↓↓↓
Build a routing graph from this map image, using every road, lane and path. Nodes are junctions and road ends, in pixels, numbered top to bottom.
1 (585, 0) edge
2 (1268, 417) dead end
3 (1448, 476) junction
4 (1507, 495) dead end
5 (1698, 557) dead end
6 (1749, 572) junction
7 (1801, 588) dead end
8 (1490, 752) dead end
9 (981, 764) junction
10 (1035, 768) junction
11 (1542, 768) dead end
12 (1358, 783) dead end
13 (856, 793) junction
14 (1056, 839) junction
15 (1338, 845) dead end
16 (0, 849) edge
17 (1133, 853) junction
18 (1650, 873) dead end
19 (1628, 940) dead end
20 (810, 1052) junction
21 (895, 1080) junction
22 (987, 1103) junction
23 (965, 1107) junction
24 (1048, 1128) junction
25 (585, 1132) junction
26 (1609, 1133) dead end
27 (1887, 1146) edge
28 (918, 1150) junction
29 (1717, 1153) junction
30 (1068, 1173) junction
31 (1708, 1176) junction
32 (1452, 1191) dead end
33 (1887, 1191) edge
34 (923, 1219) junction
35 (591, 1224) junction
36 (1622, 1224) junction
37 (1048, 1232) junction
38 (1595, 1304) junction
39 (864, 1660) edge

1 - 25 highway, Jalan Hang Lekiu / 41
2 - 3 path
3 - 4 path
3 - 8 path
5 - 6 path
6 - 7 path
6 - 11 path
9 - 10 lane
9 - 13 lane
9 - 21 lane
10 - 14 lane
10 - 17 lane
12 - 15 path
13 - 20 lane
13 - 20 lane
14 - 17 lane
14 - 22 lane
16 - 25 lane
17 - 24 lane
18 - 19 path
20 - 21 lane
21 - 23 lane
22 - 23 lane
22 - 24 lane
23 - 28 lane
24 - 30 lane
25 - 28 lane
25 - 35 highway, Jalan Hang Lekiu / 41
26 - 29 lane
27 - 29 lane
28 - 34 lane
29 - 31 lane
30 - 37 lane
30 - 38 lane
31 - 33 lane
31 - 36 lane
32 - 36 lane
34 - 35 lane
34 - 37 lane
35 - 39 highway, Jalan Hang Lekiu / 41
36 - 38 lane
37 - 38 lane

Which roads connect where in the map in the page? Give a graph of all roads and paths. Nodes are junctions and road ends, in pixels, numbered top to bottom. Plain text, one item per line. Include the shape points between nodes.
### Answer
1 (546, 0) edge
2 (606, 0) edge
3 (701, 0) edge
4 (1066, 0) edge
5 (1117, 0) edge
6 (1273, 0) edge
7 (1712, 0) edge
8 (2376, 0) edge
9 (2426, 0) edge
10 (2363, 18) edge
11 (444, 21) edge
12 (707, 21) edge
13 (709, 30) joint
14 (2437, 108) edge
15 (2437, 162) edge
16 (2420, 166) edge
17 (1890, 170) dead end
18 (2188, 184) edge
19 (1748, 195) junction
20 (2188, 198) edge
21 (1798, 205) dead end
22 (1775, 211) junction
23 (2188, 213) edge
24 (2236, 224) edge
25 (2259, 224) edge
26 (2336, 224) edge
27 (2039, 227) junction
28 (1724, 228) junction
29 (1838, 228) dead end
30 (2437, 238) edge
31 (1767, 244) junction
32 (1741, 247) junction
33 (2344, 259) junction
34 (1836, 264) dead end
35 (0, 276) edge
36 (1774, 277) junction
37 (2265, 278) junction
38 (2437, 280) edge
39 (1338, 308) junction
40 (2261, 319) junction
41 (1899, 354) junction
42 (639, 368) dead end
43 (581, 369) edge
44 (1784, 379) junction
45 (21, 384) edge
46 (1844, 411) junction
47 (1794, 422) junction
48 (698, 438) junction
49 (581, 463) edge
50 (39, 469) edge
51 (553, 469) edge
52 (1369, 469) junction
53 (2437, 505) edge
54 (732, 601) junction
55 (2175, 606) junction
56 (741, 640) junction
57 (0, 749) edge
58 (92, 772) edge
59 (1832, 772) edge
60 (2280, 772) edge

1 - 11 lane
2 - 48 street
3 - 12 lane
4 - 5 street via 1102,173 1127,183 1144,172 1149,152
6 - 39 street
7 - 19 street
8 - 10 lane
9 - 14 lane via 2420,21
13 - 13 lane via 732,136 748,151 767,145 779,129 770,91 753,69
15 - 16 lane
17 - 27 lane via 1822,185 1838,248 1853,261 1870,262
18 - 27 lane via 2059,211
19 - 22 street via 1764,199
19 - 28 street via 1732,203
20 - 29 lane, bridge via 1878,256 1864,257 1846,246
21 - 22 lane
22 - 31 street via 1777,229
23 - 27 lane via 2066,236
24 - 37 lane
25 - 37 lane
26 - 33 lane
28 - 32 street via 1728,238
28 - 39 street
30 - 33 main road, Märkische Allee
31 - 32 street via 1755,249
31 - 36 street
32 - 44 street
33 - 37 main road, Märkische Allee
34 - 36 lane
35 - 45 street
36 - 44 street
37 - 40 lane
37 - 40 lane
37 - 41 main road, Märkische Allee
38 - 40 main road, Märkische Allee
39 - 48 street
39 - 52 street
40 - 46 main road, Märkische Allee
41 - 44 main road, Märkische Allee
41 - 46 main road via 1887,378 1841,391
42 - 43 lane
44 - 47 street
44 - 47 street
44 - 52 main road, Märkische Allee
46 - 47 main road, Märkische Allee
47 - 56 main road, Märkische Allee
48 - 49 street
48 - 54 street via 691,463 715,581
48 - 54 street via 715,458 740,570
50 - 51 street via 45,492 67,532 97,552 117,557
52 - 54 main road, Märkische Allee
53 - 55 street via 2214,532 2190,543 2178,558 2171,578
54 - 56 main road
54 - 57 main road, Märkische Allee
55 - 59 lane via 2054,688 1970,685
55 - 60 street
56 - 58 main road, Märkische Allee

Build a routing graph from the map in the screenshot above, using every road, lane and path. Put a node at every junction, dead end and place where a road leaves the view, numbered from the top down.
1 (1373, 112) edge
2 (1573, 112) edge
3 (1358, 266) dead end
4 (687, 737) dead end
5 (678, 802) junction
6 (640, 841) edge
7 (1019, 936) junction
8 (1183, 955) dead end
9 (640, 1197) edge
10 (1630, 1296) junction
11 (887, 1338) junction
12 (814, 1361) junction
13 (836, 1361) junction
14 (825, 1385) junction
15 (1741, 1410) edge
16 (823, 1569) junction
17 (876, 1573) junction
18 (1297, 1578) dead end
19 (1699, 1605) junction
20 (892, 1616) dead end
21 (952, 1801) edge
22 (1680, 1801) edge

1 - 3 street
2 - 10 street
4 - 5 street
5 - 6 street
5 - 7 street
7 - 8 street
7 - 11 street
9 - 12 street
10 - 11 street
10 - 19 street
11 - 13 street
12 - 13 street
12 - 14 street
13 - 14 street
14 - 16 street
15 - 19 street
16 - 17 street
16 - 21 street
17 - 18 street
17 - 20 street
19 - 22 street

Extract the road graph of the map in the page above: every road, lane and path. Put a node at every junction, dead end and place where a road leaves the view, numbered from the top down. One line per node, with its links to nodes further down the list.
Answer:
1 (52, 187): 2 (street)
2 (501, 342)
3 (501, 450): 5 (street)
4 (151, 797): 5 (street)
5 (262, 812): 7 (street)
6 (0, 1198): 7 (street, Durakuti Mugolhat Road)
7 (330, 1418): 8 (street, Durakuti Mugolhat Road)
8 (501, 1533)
↑↑↑
= AIM OF THE EXERCISE =
State how many lines of the material above contain the word "routing". Say nothing else.

= ANSWER =
2